Tra XIII e XIV secolo le cose iniziarono gradualmente a cambiare, anche se ciò avvenne con battute d'arresto molto forti, come quella che colpì l'Europa occidentale dopo il 1300: più realisticamente però, il momento in cui, almeno da un punto di vista demografico, le cose sono realmente cambiate va cercato più in là nel tempo, precisamente nel XVIII secolo d. C.
Se guardiamo alla storia demografica fino al XVIII secolo, le teorie di Thomas R. Malthus possono avere un qualche fondamento. Lo studioso teorizzava che ci fosse una disparità esponenziale tra crescita demografica e crescita della produzione, squilibrio che non può non portare alla crisi e al successivo riequilibrio del sistema, che si realizza in un drastico e rapido crollo demografico. Questa teoria funziona benissimo per i sistemi di produzione e più in generale per le società tradizionali, ma dal 1700 in poi semplicemente le cose cambiano.
Dal 1700 circa (ovviamente parliamo di datazioni indicative), la crescita della popolazione mondiale, per quanto si tratti di un aumento della popolazione mai visto prima, è ridotto rispetto alla crescita della produzione, grazie all'avvento delle nuove tecnologie, soprattutto, sempre in sviluppo, del sistema industriale, grazie inoltre alle nuove conoscenze scientifiche, in primis le moderne cure mediche, e ai conseguenti cambiamenti nelle abitudini e nel modo di vivere.
Per essere più precisi, se prima del '700 e delle sue rivoluzioni culturali ed economiche il sistema di produzione appariva un sistema chiuso, da questo momento parliamo di un sistema aperto, in cui il continuo immettersi di nuove tecnologie e conoscenze rompe gli argini dei limiti malthusiani, confutandone le tesi.
È quindi superfluo dire che il tentativo di continuare ad adoperare le teorie malthusiane appare, senza opportune e poderose correzioni, inutile.

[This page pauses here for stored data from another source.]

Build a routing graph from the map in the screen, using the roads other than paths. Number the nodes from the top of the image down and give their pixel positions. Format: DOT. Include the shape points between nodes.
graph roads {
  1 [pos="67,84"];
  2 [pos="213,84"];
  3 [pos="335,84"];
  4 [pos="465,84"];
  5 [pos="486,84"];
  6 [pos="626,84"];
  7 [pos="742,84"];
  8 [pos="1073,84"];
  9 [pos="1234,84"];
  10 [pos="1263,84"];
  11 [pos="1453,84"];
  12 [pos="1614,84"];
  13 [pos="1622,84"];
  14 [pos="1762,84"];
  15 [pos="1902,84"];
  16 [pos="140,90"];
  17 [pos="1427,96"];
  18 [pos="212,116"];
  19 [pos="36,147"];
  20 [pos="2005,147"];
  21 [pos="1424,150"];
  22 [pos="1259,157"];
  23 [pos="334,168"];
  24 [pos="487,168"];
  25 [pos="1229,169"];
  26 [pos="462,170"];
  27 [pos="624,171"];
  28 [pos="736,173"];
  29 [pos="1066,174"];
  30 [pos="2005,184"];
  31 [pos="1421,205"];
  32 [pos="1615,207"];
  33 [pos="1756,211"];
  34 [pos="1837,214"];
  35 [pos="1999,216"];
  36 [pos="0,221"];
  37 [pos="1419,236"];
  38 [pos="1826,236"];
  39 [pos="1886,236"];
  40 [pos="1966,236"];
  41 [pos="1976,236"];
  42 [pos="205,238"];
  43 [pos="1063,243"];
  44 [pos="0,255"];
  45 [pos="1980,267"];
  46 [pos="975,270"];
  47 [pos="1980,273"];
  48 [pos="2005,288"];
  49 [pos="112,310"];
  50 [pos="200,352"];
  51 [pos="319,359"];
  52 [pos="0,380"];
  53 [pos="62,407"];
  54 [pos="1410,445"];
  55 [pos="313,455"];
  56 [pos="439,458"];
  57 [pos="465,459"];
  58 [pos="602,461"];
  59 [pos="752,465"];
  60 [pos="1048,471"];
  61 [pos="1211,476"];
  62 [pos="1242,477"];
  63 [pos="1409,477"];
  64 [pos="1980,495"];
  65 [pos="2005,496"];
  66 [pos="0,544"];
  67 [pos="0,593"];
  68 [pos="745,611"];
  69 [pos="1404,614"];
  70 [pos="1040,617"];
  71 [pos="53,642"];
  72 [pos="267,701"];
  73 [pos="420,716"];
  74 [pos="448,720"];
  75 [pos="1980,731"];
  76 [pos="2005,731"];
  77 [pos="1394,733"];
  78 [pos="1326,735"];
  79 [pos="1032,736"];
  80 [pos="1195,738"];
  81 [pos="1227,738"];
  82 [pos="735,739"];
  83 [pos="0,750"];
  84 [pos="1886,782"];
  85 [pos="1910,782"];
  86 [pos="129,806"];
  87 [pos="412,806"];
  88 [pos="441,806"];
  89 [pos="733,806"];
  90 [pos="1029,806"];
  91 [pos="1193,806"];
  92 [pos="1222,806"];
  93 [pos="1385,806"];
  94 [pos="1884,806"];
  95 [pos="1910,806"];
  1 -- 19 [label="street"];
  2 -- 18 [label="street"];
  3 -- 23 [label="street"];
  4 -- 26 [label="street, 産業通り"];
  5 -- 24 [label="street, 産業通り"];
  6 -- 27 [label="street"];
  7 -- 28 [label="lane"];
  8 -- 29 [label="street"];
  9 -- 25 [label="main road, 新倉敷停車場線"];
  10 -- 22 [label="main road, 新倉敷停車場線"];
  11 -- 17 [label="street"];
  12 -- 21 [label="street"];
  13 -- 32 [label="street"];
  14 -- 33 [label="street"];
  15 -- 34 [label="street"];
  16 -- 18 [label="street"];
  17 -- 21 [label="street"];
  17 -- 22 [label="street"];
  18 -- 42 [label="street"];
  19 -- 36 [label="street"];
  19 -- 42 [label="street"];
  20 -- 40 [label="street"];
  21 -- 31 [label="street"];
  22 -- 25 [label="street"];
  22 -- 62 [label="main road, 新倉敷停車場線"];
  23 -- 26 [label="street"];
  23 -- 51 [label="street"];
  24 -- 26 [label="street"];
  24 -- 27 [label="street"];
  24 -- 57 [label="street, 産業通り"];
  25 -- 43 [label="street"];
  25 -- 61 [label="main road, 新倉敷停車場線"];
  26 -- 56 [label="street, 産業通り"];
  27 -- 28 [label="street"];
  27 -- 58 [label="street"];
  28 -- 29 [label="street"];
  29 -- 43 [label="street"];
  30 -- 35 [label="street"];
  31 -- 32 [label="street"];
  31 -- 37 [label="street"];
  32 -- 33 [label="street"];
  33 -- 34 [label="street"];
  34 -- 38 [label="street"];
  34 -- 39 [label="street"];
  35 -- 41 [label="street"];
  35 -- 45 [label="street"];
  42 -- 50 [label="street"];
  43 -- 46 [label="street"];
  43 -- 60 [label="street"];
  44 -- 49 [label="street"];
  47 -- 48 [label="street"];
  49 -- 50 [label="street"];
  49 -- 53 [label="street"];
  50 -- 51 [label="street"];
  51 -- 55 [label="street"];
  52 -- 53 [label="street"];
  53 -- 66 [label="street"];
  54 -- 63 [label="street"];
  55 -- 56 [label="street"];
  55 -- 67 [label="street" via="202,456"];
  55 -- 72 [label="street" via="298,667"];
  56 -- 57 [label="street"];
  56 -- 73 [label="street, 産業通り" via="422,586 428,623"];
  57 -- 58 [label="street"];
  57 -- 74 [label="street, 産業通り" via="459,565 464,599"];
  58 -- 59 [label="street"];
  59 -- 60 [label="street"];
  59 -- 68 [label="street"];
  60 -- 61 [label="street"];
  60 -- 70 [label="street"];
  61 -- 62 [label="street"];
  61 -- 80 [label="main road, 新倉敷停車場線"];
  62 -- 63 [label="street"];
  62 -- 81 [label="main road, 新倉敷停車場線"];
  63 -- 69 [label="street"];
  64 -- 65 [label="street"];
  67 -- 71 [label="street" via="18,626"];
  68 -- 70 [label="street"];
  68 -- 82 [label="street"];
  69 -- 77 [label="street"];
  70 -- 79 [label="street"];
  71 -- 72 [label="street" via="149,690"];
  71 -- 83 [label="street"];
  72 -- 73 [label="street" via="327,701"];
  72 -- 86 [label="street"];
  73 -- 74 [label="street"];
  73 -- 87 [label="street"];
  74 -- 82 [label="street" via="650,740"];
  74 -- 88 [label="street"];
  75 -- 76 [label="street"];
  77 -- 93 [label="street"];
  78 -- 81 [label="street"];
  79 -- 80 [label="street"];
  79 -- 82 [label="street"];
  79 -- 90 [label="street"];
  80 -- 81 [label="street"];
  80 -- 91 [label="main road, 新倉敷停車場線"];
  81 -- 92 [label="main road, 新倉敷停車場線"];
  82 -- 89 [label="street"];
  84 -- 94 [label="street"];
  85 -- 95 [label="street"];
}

In ultima analisi, se dovessimo tentare di definire quando e in che modo siamo diventati uomini moderni, è al '700 che occorre osservare, e riconoscere che, se si guarda alla storia del lungo periodo, è quello il momento in cui abbiamo abbandonato la società tradizionale per diventare qualcosa di diverso (per lo stesso motivo, ogni tentativo di richiamarsi alla società tradizionale, alla lettera, è un tentativo di tornare ad un'età premoderna, cosa di cui andrebbero spiegate nel dettaglio le conseguenze).